In a statement issued following what was thought to be a six-hour hearing on Tuesday, World Rugby said: "Joe Marler has been suspended for two matches and fined £20,000 to be paid to a suitable equality charity in the UK after an independent judicial committee upheld a misconduct charge against the player at a hearing in London today.
"A misconduct charge was brought by World Rugby against Marler in relation to a breach of Regulation 20 and the code of conduct, for comments made towards Samson Lee during the England versus Wales RBS 6 Nations match at Twickenham on 12 March.
"Regulation 20 and the code of conduct both cover statements that are unsporting and/or insulting and/or discriminatory by reason of race or ethnic origin, which bring or have the potential to bring the game into disrepute.
"The charge was admitted in its entirety by Marler and upheld by the independent judicial panel comprising Terry Willis (chair, Australia), Jean-Noel Couraud (France) and Alan Hudson (Canada)."
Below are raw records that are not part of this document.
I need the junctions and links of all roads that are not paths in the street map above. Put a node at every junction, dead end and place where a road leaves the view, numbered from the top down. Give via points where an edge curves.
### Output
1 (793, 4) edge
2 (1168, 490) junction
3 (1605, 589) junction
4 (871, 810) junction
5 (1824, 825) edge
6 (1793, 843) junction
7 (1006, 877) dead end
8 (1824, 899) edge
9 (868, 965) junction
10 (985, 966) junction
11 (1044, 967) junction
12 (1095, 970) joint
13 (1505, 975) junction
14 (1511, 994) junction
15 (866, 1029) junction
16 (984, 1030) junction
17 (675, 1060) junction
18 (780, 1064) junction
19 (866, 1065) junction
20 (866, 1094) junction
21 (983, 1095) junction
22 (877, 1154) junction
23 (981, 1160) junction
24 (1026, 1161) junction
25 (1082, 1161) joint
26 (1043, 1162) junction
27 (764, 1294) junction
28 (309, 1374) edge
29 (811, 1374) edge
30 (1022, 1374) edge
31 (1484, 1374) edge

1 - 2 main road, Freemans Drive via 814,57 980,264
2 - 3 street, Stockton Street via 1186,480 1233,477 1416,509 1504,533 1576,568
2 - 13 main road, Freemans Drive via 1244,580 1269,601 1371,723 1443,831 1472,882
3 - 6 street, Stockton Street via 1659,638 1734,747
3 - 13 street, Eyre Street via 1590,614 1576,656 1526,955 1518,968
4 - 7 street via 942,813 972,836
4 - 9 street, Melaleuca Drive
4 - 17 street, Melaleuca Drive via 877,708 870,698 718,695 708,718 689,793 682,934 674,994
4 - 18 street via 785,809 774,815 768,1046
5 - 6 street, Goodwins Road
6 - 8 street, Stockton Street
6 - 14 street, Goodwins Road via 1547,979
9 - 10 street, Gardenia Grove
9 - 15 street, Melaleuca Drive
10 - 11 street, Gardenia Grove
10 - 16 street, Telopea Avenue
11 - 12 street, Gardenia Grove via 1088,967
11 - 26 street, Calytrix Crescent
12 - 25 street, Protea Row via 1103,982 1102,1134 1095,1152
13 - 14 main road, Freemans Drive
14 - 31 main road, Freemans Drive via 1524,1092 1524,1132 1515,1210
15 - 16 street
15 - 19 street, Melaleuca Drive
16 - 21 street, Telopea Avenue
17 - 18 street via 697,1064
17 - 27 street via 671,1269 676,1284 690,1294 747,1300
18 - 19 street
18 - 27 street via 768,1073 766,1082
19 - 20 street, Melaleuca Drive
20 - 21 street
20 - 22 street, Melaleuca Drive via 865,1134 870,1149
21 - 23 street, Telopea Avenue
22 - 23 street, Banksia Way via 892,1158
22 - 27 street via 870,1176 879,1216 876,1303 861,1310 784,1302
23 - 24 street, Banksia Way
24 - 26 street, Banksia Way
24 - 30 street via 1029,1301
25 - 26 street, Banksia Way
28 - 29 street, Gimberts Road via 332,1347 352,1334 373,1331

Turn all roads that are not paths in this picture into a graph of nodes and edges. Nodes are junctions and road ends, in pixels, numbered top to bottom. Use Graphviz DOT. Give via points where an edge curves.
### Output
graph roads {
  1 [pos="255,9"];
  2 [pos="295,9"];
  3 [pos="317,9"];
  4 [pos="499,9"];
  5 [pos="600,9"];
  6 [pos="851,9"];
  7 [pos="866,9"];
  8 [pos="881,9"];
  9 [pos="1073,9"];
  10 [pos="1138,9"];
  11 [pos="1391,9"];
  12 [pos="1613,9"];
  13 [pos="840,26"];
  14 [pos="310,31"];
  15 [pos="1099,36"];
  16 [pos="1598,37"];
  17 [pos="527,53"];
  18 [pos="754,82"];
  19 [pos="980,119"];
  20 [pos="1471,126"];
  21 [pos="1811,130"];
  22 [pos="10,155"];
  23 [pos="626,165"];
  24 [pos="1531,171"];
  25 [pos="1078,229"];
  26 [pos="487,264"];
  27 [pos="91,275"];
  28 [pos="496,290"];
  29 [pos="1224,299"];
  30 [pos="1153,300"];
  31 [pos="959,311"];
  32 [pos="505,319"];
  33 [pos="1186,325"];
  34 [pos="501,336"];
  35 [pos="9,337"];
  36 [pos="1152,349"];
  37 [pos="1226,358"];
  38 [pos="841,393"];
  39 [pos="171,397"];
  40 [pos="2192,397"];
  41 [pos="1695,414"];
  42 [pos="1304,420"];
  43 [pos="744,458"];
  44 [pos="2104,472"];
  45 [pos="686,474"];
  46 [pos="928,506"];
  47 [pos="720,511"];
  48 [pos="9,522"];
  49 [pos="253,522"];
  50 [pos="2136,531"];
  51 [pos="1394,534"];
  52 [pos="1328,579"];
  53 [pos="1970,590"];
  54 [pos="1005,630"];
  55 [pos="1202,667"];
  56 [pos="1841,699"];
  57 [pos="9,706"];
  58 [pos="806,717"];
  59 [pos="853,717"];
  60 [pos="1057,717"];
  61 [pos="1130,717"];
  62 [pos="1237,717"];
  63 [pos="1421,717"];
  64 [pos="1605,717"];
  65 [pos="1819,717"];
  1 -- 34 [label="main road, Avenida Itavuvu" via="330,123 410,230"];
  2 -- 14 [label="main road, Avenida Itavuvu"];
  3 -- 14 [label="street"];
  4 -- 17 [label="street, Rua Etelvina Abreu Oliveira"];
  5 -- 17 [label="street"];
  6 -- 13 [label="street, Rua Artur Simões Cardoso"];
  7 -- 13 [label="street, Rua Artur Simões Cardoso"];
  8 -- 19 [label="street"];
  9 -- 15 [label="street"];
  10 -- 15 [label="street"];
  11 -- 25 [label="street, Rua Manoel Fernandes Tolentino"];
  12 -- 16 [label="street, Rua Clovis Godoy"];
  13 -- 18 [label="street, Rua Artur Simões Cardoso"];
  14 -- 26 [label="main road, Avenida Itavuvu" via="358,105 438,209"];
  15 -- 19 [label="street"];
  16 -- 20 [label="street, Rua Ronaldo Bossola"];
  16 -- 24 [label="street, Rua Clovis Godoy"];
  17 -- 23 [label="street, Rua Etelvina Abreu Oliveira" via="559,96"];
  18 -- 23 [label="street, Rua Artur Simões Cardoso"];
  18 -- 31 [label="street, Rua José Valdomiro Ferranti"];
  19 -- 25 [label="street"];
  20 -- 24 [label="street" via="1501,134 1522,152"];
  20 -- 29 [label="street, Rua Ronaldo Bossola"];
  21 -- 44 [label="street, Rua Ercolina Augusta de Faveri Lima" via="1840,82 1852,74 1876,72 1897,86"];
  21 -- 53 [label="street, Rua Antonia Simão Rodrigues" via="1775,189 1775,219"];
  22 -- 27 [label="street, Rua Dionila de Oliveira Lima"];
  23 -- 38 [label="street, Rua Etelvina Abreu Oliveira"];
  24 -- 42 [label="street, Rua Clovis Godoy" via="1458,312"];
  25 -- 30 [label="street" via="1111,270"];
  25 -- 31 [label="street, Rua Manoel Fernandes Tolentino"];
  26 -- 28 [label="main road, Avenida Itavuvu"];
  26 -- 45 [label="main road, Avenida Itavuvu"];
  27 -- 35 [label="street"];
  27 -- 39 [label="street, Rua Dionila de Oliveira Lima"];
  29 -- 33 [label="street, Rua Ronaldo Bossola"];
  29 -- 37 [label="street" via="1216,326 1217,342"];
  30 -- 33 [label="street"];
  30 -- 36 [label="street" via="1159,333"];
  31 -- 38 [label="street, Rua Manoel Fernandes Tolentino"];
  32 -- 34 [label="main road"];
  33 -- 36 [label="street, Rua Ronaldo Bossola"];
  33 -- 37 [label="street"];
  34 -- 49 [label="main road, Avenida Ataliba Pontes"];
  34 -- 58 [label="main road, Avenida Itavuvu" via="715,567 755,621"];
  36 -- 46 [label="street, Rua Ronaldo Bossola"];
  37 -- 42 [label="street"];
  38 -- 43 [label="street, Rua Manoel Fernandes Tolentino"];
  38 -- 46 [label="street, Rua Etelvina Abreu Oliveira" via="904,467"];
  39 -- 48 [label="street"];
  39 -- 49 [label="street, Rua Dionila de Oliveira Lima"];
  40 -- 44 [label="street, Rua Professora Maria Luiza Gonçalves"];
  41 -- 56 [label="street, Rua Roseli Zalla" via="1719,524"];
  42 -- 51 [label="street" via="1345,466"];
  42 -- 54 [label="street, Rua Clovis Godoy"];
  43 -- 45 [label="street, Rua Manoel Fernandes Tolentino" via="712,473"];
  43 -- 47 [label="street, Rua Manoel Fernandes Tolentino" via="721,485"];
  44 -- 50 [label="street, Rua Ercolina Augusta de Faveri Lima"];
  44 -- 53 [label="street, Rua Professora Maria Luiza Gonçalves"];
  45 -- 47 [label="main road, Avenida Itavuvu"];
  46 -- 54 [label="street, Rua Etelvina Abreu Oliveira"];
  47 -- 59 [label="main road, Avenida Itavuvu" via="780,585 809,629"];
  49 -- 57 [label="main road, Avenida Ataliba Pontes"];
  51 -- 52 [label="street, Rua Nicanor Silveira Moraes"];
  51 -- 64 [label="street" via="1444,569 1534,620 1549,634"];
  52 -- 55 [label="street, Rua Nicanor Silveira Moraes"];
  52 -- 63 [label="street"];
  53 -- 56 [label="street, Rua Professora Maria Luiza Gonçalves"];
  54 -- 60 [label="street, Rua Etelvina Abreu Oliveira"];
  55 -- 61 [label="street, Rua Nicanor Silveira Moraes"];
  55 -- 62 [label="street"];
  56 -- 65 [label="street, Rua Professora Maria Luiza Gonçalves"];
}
The statement continued: "Following a full review of all the evidence, including a detailed analysis of the broadcast feed, referee microphone, statements and submissions on behalf of Marler by his representative Mark Milliken-Smith QC, and World Rugby, the committee found:
"That Marler had used unsporting and discriminatory language towards Lee.
"That by his actions, Marler had breached World Rugby Regulation 20 and the code of conduct and brought the game into disrepute.
"That Marler was proactive in apologising to Lee at half-time during the match, and that he subsequently issued a public and unreserved apology for his comments.
"That Marler is a person of good character and had no similar misconduct charges."
The committee determined that Marler's breach was serious, and imposed their sanction.
Marler has a right of appeal within seven days of notification of the full written decision.
The RFU said on Tuesday night that the independent committee's decision would not be appealed.
"We acknowledge the outcome of today's hearing," an RFU spokesman said.
"The decision will not be appealed, and we now consider the matter closed.
"Our views on the subject are already on the record. We will not be making any further comment."
In his Twitter post on Monday night, Marler wrote: "I'm not a racist. What I said to Samson was out of order and wrong and I am sorry it was said, we shook hands at the end of the game and looked to move on. Whatever happens to me tomorrow I will accept.
"I am sorry to anyone who was offended, saying it was in the 'heat of the moment' isn't an excuse, but one comment, one mistake, does not make me a racist. My wife, kids, family and friends (yes, I do have some friends) know this.
"Thanks to the people who have supported me and have understood that I made a mistake, and sorry again to the people I offended."
Following the Wales game, Marler came off the bench in the 31-21 victory over France in Paris seven days later that secured England's first Grand Slam since 2003.
In a statement issued following the Marler verdict, Six Nations Rugby said: "Following its original investigation into this matter, Six Nations Rugby considered the issues carefully.
"It took into account all relevant matters, including Mr Marler's immediate and unsolicited apology and his reprimand by the England head coach, Eddie Jones, as well as what it understood to be the views of Samson Lee, the subject of Mr Marler's remarks.
"Six Nations Rugby made it clear that it did not condone what had been said by Mr Marler in the match, but it decided, in all the circumstances, that it would not take any further disciplinary action against Mr Marler.
"World Rugby has, in its regulations, over-arching disciplinary powers, which it has sought to exercise in this case. It is clear from the decision today that World Rugby disagreed with Six Nations Rugby's assessment in this case. Six Nations Rugby has no difficulty with that.
"Six Nations Rugby fully co-operated with World Rugby's disciplinary process in this case, and fully supports and endorses World Rugby's disciplinary regime in international rugby. Six Nations Rugby will continue to uphold the game's values in the Six Nations Championships and elsewhere."